## PROMPT
Below is a block of records; reproduce all of them exactly and leave out any pictures.

[ENTRIES SHOWN — start]

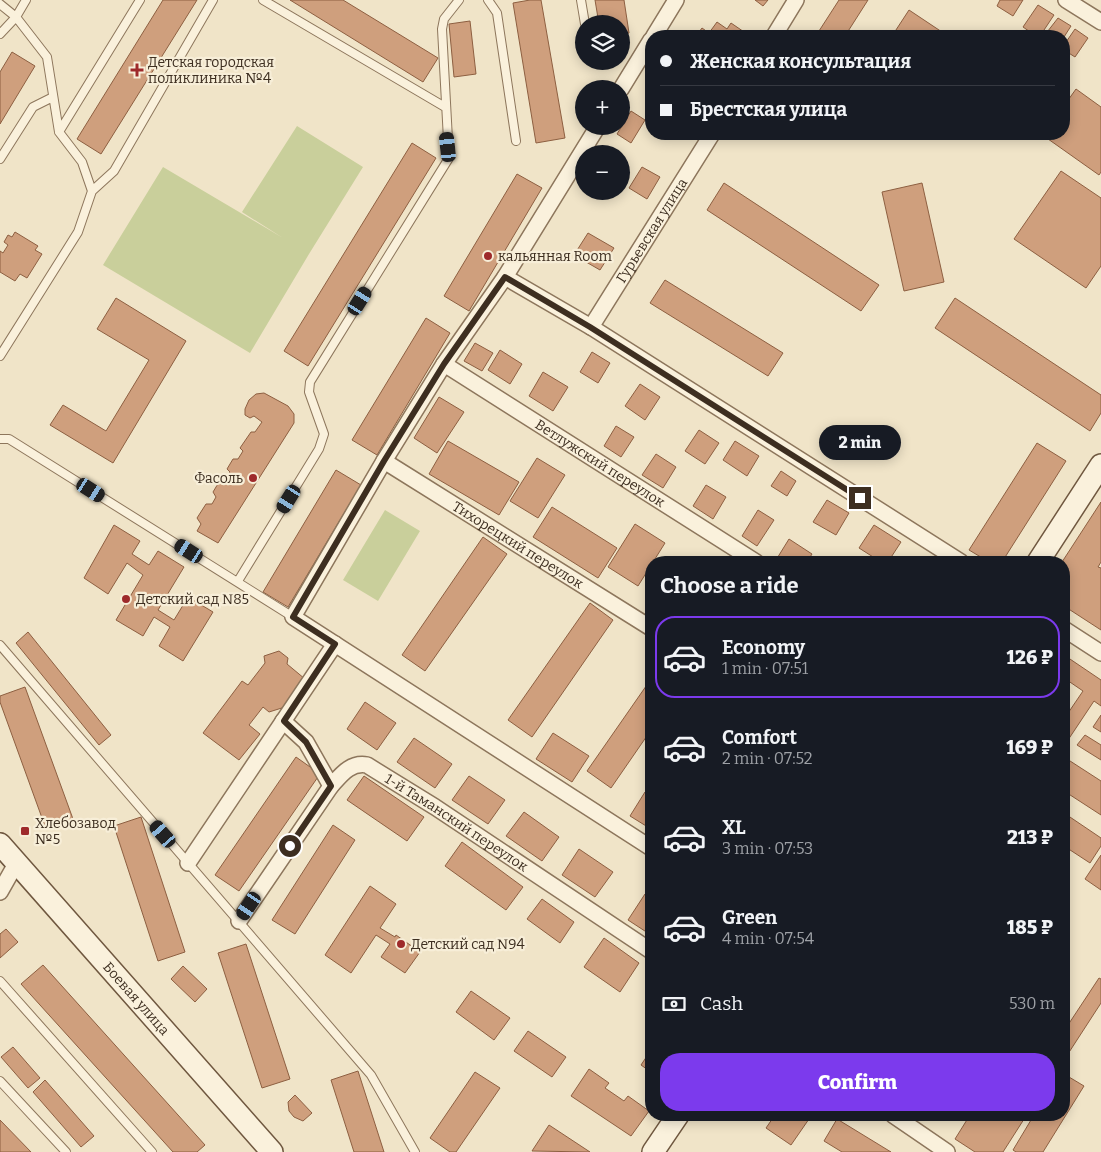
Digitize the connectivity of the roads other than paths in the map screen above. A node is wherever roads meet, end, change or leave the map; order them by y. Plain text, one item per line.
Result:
1 (26, 0) edge
2 (140, 0) edge
3 (213, 0) edge
4 (263, 0) edge
5 (459, 0) edge
6 (488, 0) edge
7 (581, 0) edge
8 (676, 0) edge
9 (796, 0) edge
10 (1066, 0) edge
11 (0, 4) edge
12 (584, 15) edge
13 (16, 17) junction
14 (1101, 22) edge
15 (658, 30) edge
16 (778, 30) edge
17 (0, 34) edge
18 (645, 50) edge
19 (627, 80) edge
20 (53, 97) junction
21 (445, 107) junction
22 (59, 132) junction
23 (592, 135) edge
24 (708, 140) edge
25 (516, 141) dead end
26 (0, 159) edge
27 (92, 191) junction
28 (505, 277) junction
29 (590, 327) junction
30 (0, 356) edge
31 (444, 364) junction
32 (0, 439) edge
33 (384, 461) junction
34 (1101, 465) edge
35 (747, 556) edge
36 (952, 556) edge
37 (1042, 556) edge
38 (238, 581) junction
39 (293, 617) junction
40 (645, 624) edge
41 (1070, 633) edge
42 (335, 644) junction
43 (0, 645) edge
44 (1101, 653) edge
45 (284, 721) junction
46 (331, 786) junction
47 (0, 844) edge
48 (645, 844) edge
49 (17, 862) junction
50 (188, 863) junction
51 (0, 892) edge
52 (239, 921) junction
53 (645, 947) edge
54 (0, 981) edge
55 (0, 1080) edge
56 (674, 1121) edge
57 (902, 1121) edge
58 (66, 1152) edge
59 (152, 1152) edge
60 (272, 1152) edge
61 (415, 1152) edge
62 (653, 1152) edge
63 (947, 1152) edge

1 - 13 lane
2 - 22 lane
3 - 27 lane
4 - 21 lane
5 - 21 lane
6 - 25 lane
7 - 12 lane
8 - 15 street
9 - 16 street
10 - 14 street
11 - 13 lane
13 - 17 lane
13 - 20 lane
18 - 19 street
20 - 22 lane
20 - 26 lane
21 - 38 lane
22 - 27 lane
23 - 28 street
24 - 29 street, Гурьевская улица
27 - 30 lane
28 - 29 street
28 - 31 street
29 - 36 street
31 - 33 street
31 - 35 street, Ветлужский переулок
32 - 38 lane
33 - 39 street
33 - 40 street, Тихорецкий переулок
34 - 37 main road
38 - 39 lane
39 - 42 street
41 - 44 street
42 - 45 street
42 - 48 street
43 - 50 lane
45 - 46 street
45 - 50 street
46 - 52 street, 1-й Таманский переулок
46 - 53 street, 1-й Таманский переулок
47 - 49 main road, Боевая улица
49 - 51 street
49 - 60 main road, Боевая улица
50 - 52 lane
52 - 61 lane
54 - 59 lane
55 - 58 lane
56 - 62 main road
57 - 63 street

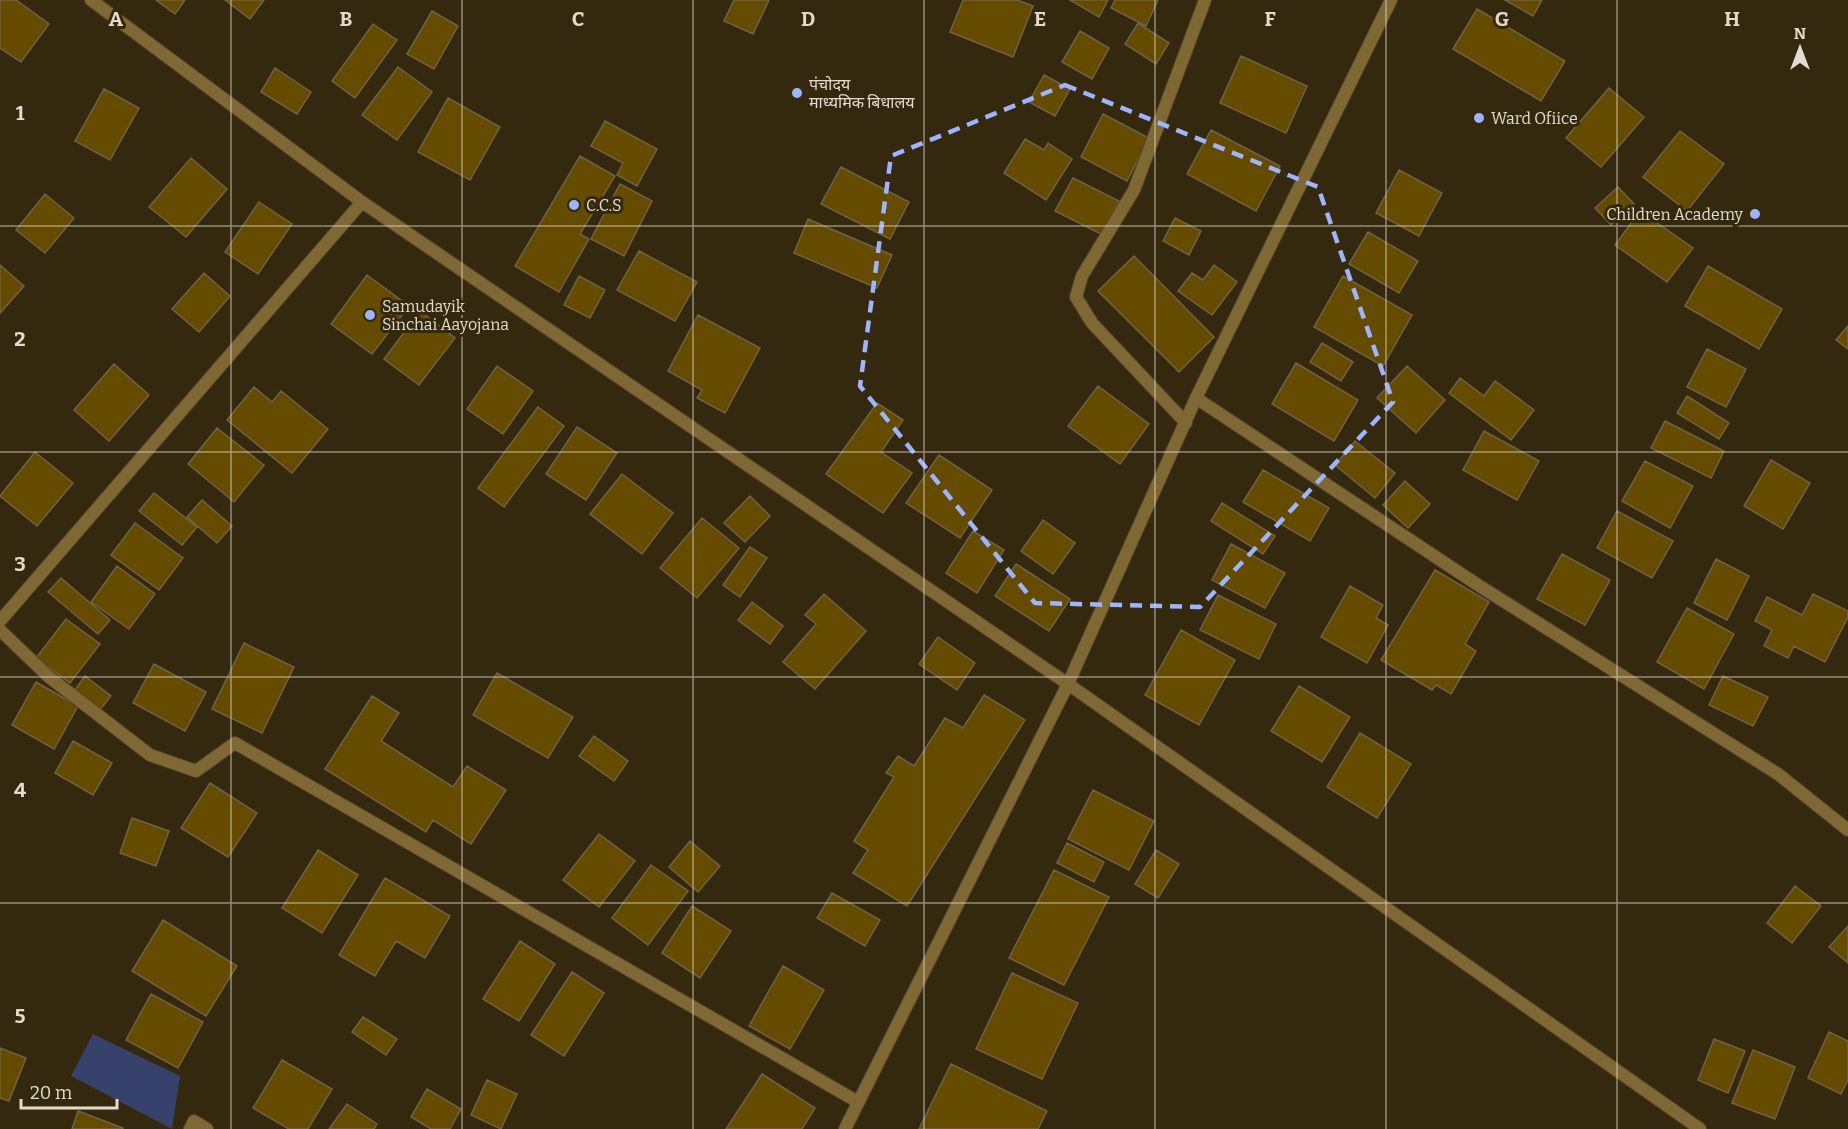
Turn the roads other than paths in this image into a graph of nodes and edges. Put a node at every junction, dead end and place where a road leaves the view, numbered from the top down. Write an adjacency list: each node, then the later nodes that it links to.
1 (91, 0): 4 (street)
2 (1205, 0): 6 (street)
3 (1391, 0): 5 (street)
4 (362, 202): 7 (street); 9 (street)
5 (1196, 398): 6 (street); 10 (street)
6 (1186, 423): 9 (street)
7 (0, 621)
8 (0, 630): 11 (street)
9 (1068, 684): 11 (street); 15 (street)
10 (1848, 830)
11 (858, 1102): 14 (street)
12 (190, 1129): 13 (street)
13 (207, 1129)
14 (845, 1129)
15 (1700, 1129)

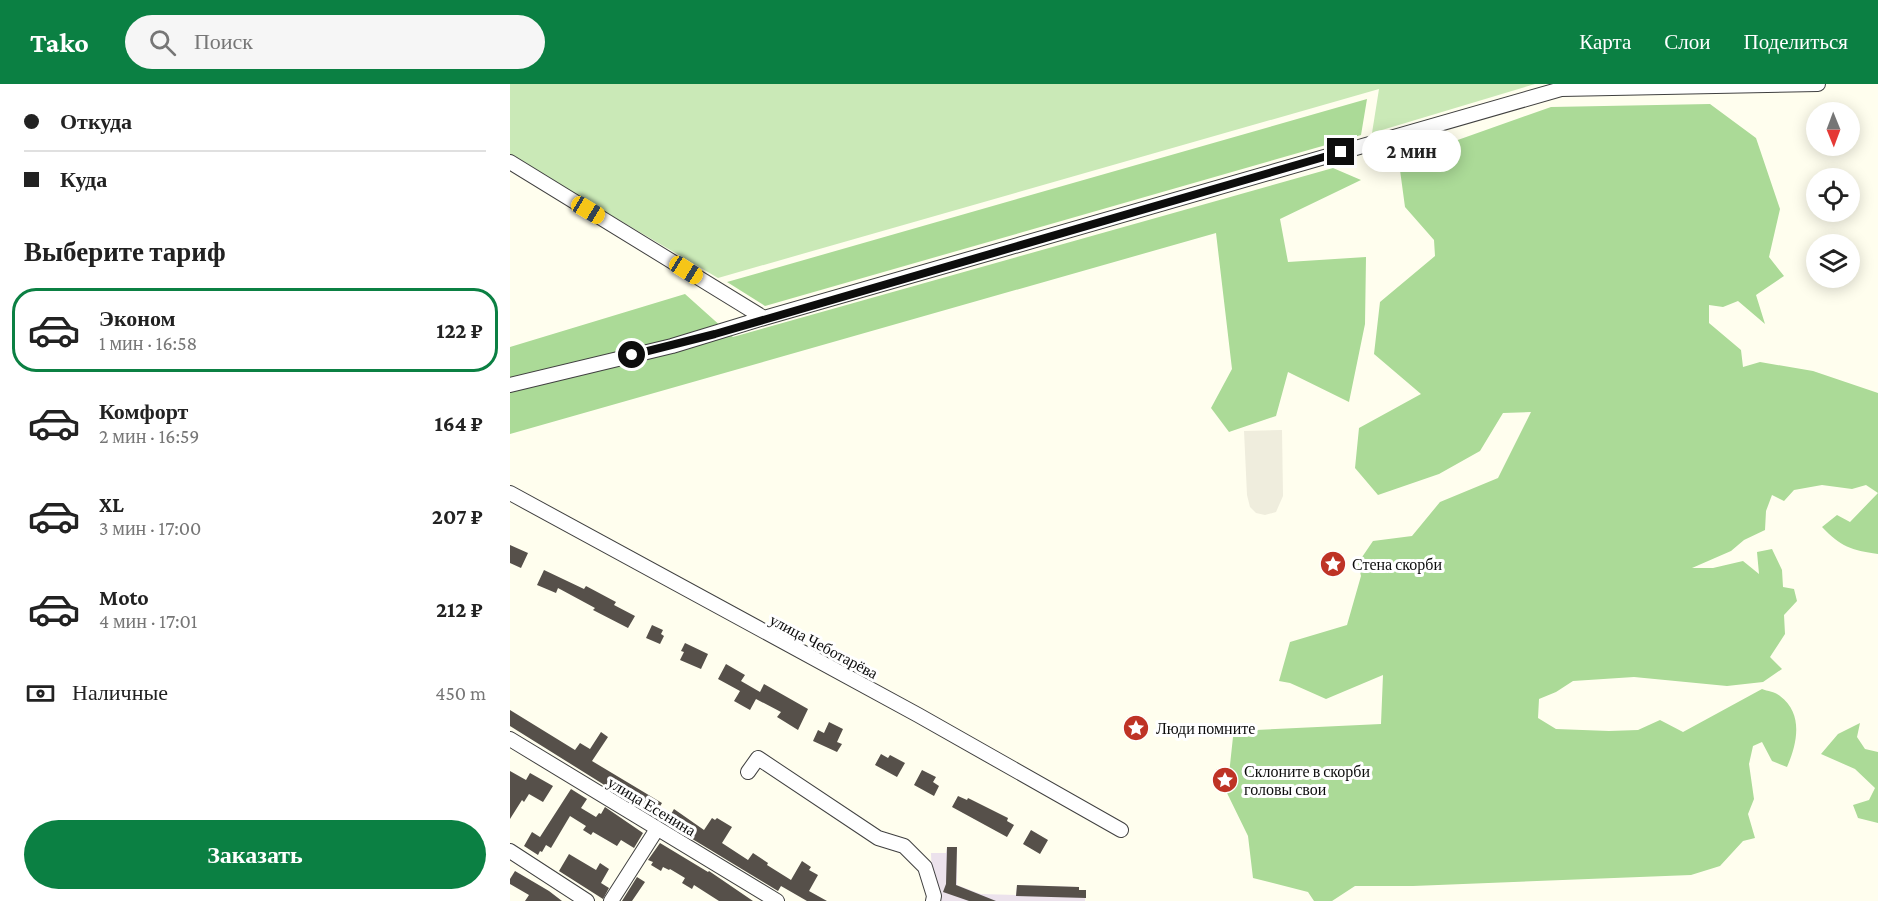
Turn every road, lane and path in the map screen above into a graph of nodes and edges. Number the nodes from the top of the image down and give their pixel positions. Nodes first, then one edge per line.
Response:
1 (1818, 84) edge
2 (510, 162) edge
3 (764, 318) junction
4 (510, 385) edge
5 (510, 493) edge
6 (510, 739) edge
7 (748, 772) dead end
8 (657, 829) junction
9 (1121, 830) dead end
10 (510, 851) edge
11 (587, 901) edge
12 (611, 901) edge
13 (777, 901) edge
14 (933, 901) edge

1 - 3 street
2 - 3 street
3 - 4 street
5 - 9 street, улица Чеботарёва
6 - 8 street, улица Есенина
7 - 14 street
8 - 12 street
8 - 13 street, улица Есенина
10 - 11 street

[ENTRIES SHOWN — finish]

## WRITTEN ANSWER
Digitize the connectivity of the roads other than paths in the map screen above. A node is wherever roads meet, end, change or leave the map; order them by y. Plain text, one item per line.
Result:
1 (26, 0) edge
2 (140, 0) edge
3 (213, 0) edge
4 (263, 0) edge
5 (459, 0) edge
6 (488, 0) edge
7 (581, 0) edge
8 (676, 0) edge
9 (796, 0) edge
10 (1066, 0) edge
11 (0, 4) edge
12 (584, 15) edge
13 (16, 17) junction
14 (1101, 22) edge
15 (658, 30) edge
16 (778, 30) edge
17 (0, 34) edge
18 (645, 50) edge
19 (627, 80) edge
20 (53, 97) junction
21 (445, 107) junction
22 (59, 132) junction
23 (592, 135) edge
24 (708, 140) edge
25 (516, 141) dead end
26 (0, 159) edge
27 (92, 191) junction
28 (505, 277) junction
29 (590, 327) junction
30 (0, 356) edge
31 (444, 364) junction
32 (0, 439) edge
33 (384, 461) junction
34 (1101, 465) edge
35 (747, 556) edge
36 (952, 556) edge
37 (1042, 556) edge
38 (238, 581) junction
39 (293, 617) junction
40 (645, 624) edge
41 (1070, 633) edge
42 (335, 644) junction
43 (0, 645) edge
44 (1101, 653) edge
45 (284, 721) junction
46 (331, 786) junction
47 (0, 844) edge
48 (645, 844) edge
49 (17, 862) junction
50 (188, 863) junction
51 (0, 892) edge
52 (239, 921) junction
53 (645, 947) edge
54 (0, 981) edge
55 (0, 1080) edge
56 (674, 1121) edge
57 (902, 1121) edge
58 (66, 1152) edge
59 (152, 1152) edge
60 (272, 1152) edge
61 (415, 1152) edge
62 (653, 1152) edge
63 (947, 1152) edge

1 - 13 lane
2 - 22 lane
3 - 27 lane
4 - 21 lane
5 - 21 lane
6 - 25 lane
7 - 12 lane
8 - 15 street
9 - 16 street
10 - 14 street
11 - 13 lane
13 - 17 lane
13 - 20 lane
18 - 19 street
20 - 22 lane
20 - 26 lane
21 - 38 lane
22 - 27 lane
23 - 28 street
24 - 29 street, Гурьевская улица
27 - 30 lane
28 - 29 street
28 - 31 street
29 - 36 street
31 - 33 street
31 - 35 street, Ветлужский переулок
32 - 38 lane
33 - 39 street
33 - 40 street, Тихорецкий переулок
34 - 37 main road
38 - 39 lane
39 - 42 street
41 - 44 street
42 - 45 street
42 - 48 street
43 - 50 lane
45 - 46 street
45 - 50 street
46 - 52 street, 1-й Таманский переулок
46 - 53 street, 1-й Таманский переулок
47 - 49 main road, Боевая улица
49 - 51 street
49 - 60 main road, Боевая улица
50 - 52 lane
52 - 61 lane
54 - 59 lane
55 - 58 lane
56 - 62 main road
57 - 63 street

Turn the roads other than paths in this image into a graph of nodes and edges. Put a node at every junction, dead end and place where a road leaves the view, numbered from the top down. Write an adjacency list: each node, then the later nodes that it links to.
1 (91, 0): 4 (street)
2 (1205, 0): 6 (street)
3 (1391, 0): 5 (street)
4 (362, 202): 7 (street); 9 (street)
5 (1196, 398): 6 (street); 10 (street)
6 (1186, 423): 9 (street)
7 (0, 621)
8 (0, 630): 11 (street)
9 (1068, 684): 11 (street); 15 (street)
10 (1848, 830)
11 (858, 1102): 14 (street)
12 (190, 1129): 13 (street)
13 (207, 1129)
14 (845, 1129)
15 (1700, 1129)

Turn every road, lane and path in the map screen above into a graph of nodes and edges. Number the nodes from the top of the image down and give their pixel positions. Nodes first, then one edge per line.
Response:
1 (1818, 84) edge
2 (510, 162) edge
3 (764, 318) junction
4 (510, 385) edge
5 (510, 493) edge
6 (510, 739) edge
7 (748, 772) dead end
8 (657, 829) junction
9 (1121, 830) dead end
10 (510, 851) edge
11 (587, 901) edge
12 (611, 901) edge
13 (777, 901) edge
14 (933, 901) edge

1 - 3 street
2 - 3 street
3 - 4 street
5 - 9 street, улица Чеботарёва
6 - 8 street, улица Есенина
7 - 14 street
8 - 12 street
8 - 13 street, улица Есенина
10 - 11 street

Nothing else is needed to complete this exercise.